What you will do: Having read the records, set them all down exactly as they appear.

Exercise input:
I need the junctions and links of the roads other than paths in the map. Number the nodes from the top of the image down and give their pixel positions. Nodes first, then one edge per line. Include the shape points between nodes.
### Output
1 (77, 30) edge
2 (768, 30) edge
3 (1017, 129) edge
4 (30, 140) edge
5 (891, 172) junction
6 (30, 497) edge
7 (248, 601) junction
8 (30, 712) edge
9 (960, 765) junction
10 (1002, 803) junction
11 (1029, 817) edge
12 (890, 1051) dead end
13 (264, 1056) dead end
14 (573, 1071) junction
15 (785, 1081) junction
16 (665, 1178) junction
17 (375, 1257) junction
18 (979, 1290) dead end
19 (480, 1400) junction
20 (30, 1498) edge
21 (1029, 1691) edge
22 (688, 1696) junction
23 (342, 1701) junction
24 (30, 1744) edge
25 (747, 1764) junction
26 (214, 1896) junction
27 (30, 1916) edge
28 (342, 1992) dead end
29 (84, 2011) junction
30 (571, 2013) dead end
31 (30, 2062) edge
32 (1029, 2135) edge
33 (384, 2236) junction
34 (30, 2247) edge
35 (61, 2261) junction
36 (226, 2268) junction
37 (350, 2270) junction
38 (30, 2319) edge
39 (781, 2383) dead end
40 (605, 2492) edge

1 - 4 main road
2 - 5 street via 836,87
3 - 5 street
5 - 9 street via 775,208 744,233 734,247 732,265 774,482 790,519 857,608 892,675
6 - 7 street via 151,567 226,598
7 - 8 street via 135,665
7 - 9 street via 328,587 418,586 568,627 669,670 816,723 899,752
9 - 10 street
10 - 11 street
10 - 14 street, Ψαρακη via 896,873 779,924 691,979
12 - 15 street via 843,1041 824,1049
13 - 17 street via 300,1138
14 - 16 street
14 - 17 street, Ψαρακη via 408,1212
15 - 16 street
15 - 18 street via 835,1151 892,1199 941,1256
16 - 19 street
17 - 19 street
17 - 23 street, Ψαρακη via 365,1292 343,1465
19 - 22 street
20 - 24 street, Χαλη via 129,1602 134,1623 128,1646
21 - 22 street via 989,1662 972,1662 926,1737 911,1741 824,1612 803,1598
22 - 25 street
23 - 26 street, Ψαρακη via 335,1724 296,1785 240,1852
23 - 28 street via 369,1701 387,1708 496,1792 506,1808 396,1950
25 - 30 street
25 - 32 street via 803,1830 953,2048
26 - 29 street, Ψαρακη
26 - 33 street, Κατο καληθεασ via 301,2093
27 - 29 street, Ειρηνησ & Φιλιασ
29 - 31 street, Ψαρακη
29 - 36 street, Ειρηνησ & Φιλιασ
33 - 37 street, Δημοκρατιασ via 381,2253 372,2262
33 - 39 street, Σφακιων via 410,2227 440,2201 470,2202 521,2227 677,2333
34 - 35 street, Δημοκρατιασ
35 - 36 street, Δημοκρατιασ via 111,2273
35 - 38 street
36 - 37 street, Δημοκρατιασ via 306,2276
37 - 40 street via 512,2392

Solution:
I need the junctions and links of the roads other than paths in the map. Number the nodes from the top of the image down and give their pixel positions. Nodes first, then one edge per line. Include the shape points between nodes.
### Output
1 (77, 30) edge
2 (768, 30) edge
3 (1017, 129) edge
4 (30, 140) edge
5 (891, 172) junction
6 (30, 497) edge
7 (248, 601) junction
8 (30, 712) edge
9 (960, 765) junction
10 (1002, 803) junction
11 (1029, 817) edge
12 (890, 1051) dead end
13 (264, 1056) dead end
14 (573, 1071) junction
15 (785, 1081) junction
16 (665, 1178) junction
17 (375, 1257) junction
18 (979, 1290) dead end
19 (480, 1400) junction
20 (30, 1498) edge
21 (1029, 1691) edge
22 (688, 1696) junction
23 (342, 1701) junction
24 (30, 1744) edge
25 (747, 1764) junction
26 (214, 1896) junction
27 (30, 1916) edge
28 (342, 1992) dead end
29 (84, 2011) junction
30 (571, 2013) dead end
31 (30, 2062) edge
32 (1029, 2135) edge
33 (384, 2236) junction
34 (30, 2247) edge
35 (61, 2261) junction
36 (226, 2268) junction
37 (350, 2270) junction
38 (30, 2319) edge
39 (781, 2383) dead end
40 (605, 2492) edge

1 - 4 main road
2 - 5 street via 836,87
3 - 5 street
5 - 9 street via 775,208 744,233 734,247 732,265 774,482 790,519 857,608 892,675
6 - 7 street via 151,567 226,598
7 - 8 street via 135,665
7 - 9 street via 328,587 418,586 568,627 669,670 816,723 899,752
9 - 10 street
10 - 11 street
10 - 14 street, Ψαρακη via 896,873 779,924 691,979
12 - 15 street via 843,1041 824,1049
13 - 17 street via 300,1138
14 - 16 street
14 - 17 street, Ψαρακη via 408,1212
15 - 16 street
15 - 18 street via 835,1151 892,1199 941,1256
16 - 19 street
17 - 19 street
17 - 23 street, Ψαρακη via 365,1292 343,1465
19 - 22 street
20 - 24 street, Χαλη via 129,1602 134,1623 128,1646
21 - 22 street via 989,1662 972,1662 926,1737 911,1741 824,1612 803,1598
22 - 25 street
23 - 26 street, Ψαρακη via 335,1724 296,1785 240,1852
23 - 28 street via 369,1701 387,1708 496,1792 506,1808 396,1950
25 - 30 street
25 - 32 street via 803,1830 953,2048
26 - 29 street, Ψαρακη
26 - 33 street, Κατο καληθεασ via 301,2093
27 - 29 street, Ειρηνησ & Φιλιασ
29 - 31 street, Ψαρακη
29 - 36 street, Ειρηνησ & Φιλιασ
33 - 37 street, Δημοκρατιασ via 381,2253 372,2262
33 - 39 street, Σφακιων via 410,2227 440,2201 470,2202 521,2227 677,2333
34 - 35 street, Δημοκρατιασ
35 - 36 street, Δημοκρατιασ via 111,2273
35 - 38 street
36 - 37 street, Δημοκρατιασ via 306,2276
37 - 40 street via 512,2392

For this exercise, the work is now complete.